Page 6 of the report presents the ideas of the Vw-grammar. Protonotions, Notions, Metanotions, Hypernotions, Paranotions, Symbols, Productions and Production Trees are introduced to explain the grammar! I encourage readers to take a peek at almost any paragraph of the 70 page Algol 68 report and compare it to the The Programming Language Pascal Revised Report by Wirth [2],[3]. It's easy to see why Pascal became quite popular and Algol 68 never did.
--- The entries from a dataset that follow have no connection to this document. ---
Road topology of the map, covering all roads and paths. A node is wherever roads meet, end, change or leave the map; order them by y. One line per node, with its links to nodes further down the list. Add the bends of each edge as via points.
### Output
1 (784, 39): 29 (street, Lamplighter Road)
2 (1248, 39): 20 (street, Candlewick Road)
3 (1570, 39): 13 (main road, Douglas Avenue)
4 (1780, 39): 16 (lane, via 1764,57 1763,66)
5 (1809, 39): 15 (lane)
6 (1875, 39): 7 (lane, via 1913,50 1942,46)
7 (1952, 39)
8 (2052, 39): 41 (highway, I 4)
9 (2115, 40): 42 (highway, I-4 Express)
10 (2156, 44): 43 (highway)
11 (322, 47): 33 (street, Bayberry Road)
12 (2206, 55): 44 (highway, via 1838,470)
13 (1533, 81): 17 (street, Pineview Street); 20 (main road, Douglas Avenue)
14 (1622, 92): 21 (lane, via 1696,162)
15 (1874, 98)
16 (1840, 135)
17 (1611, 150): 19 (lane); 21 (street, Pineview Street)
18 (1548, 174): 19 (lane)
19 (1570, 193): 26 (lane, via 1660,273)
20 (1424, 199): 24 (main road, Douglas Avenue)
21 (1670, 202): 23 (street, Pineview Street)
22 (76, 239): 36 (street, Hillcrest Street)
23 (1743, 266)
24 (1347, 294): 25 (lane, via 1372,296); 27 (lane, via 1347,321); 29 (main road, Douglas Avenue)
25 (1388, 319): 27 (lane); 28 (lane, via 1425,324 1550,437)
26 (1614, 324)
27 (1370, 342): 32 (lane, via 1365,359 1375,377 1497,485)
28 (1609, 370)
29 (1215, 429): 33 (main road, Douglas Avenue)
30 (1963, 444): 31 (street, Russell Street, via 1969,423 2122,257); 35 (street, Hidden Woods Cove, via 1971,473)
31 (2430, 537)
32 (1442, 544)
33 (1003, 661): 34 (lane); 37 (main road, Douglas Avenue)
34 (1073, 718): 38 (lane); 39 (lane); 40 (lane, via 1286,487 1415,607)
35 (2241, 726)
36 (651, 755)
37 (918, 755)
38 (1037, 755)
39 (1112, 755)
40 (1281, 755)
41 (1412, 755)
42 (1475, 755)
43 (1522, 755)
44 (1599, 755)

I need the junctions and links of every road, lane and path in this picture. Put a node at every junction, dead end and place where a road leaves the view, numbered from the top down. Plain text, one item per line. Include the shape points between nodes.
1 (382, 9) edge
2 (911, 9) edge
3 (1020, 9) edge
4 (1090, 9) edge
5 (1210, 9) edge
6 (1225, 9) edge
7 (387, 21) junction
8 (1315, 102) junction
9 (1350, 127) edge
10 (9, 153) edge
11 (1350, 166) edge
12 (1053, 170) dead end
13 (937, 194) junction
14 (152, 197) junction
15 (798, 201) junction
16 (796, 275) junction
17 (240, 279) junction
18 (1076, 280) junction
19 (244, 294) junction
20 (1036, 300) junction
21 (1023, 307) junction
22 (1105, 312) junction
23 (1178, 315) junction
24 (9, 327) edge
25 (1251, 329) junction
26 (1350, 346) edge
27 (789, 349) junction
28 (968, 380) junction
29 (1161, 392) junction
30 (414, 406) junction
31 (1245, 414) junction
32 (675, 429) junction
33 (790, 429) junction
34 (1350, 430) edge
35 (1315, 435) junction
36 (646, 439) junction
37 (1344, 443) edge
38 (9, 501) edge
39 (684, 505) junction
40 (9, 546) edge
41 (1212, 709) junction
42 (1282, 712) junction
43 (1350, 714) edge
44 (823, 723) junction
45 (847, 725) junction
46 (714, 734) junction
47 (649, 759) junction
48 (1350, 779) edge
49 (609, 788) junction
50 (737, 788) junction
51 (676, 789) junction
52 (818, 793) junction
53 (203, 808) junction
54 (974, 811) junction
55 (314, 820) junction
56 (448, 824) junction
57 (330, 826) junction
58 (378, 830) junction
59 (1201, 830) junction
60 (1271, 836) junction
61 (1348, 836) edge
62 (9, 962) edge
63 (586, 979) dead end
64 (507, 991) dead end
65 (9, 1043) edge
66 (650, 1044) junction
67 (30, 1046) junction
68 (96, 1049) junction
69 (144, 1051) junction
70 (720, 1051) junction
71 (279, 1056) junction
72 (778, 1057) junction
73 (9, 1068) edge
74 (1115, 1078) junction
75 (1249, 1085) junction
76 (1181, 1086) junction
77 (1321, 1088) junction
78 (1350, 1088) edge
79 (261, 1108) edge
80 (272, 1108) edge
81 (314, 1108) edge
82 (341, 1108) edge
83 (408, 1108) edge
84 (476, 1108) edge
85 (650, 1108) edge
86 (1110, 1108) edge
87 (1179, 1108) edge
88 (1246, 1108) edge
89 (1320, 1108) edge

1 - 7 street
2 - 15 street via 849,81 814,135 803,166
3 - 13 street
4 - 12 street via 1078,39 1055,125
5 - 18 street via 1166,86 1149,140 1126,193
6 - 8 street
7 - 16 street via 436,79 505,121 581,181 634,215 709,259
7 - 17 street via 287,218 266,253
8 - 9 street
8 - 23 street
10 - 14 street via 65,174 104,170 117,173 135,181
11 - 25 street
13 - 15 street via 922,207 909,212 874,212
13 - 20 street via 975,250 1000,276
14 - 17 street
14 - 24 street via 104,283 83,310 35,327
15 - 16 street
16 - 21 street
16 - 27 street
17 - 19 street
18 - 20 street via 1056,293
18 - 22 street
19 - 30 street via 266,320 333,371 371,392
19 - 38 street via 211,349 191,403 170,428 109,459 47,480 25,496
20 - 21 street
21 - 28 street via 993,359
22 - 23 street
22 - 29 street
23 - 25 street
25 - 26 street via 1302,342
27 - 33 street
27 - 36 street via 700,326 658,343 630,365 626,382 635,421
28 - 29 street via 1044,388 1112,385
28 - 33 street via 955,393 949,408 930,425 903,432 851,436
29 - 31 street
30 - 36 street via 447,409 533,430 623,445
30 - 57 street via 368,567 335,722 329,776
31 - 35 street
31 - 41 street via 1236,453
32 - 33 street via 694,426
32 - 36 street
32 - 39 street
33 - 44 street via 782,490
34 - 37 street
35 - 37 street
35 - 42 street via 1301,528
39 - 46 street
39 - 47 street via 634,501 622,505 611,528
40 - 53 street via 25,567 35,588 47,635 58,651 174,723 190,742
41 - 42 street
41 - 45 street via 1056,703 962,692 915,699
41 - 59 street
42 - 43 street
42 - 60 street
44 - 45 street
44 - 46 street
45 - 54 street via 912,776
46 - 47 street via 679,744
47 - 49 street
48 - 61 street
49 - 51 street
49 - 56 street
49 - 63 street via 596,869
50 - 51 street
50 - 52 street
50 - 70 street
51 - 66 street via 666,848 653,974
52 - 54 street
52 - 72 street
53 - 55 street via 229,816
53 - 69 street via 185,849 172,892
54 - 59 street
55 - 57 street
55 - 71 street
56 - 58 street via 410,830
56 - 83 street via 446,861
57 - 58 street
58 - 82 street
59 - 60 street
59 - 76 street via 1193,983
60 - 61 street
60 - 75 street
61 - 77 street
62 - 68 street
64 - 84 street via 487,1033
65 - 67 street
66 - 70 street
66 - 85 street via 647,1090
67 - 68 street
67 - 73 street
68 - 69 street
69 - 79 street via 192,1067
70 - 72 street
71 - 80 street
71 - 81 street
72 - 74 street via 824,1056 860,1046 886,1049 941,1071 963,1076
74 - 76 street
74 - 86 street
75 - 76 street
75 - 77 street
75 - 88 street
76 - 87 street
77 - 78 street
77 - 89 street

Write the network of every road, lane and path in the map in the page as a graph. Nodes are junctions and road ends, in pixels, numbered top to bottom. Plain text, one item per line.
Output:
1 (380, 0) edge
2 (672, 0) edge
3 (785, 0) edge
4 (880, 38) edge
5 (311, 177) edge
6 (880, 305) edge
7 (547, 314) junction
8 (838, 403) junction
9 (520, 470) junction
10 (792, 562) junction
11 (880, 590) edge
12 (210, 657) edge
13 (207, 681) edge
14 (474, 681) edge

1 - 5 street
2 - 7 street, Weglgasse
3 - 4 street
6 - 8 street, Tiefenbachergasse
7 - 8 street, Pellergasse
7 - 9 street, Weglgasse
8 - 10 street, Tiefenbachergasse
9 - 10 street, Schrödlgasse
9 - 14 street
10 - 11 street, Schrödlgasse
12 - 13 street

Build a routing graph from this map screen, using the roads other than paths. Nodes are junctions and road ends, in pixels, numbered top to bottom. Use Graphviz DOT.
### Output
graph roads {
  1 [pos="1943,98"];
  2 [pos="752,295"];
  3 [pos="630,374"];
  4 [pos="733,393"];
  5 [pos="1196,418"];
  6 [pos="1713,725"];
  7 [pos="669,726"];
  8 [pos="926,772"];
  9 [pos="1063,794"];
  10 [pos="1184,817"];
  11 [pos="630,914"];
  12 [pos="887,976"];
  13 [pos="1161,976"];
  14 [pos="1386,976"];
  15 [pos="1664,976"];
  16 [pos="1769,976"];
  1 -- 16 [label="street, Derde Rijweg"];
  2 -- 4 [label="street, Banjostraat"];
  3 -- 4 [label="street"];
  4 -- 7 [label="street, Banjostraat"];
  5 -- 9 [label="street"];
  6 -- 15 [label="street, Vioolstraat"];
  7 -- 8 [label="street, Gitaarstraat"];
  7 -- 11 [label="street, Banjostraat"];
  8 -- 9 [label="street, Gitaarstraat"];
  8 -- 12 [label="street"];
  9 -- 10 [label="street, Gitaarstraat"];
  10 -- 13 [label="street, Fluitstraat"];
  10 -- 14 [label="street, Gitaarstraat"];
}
Despite the fact that Algol 68 was too difficult to compile efficiently at the time, it introduced a number of features we take for granted today. See Richard Hamlet's Ignorance of Algol 68 Considered Harmful, [4].

On a personal note, I was a young Computer Scientist at the time these reports were published, and I miss how easy it was back then to keep up with the research that was going on at the time. Today it's impossible to be a generalist. So many independent and important branches have sprouted off the trunk of CS that everyone is a novice in major parts of the field.

[1] ACM SIGPLAN Notices, Volume 12, Issue 5, May 1977 pp 1–70, https://doi.org/10.1145/954652.1781176

[2] http://standardpascaline.org/The_Programming_Language_Pascal...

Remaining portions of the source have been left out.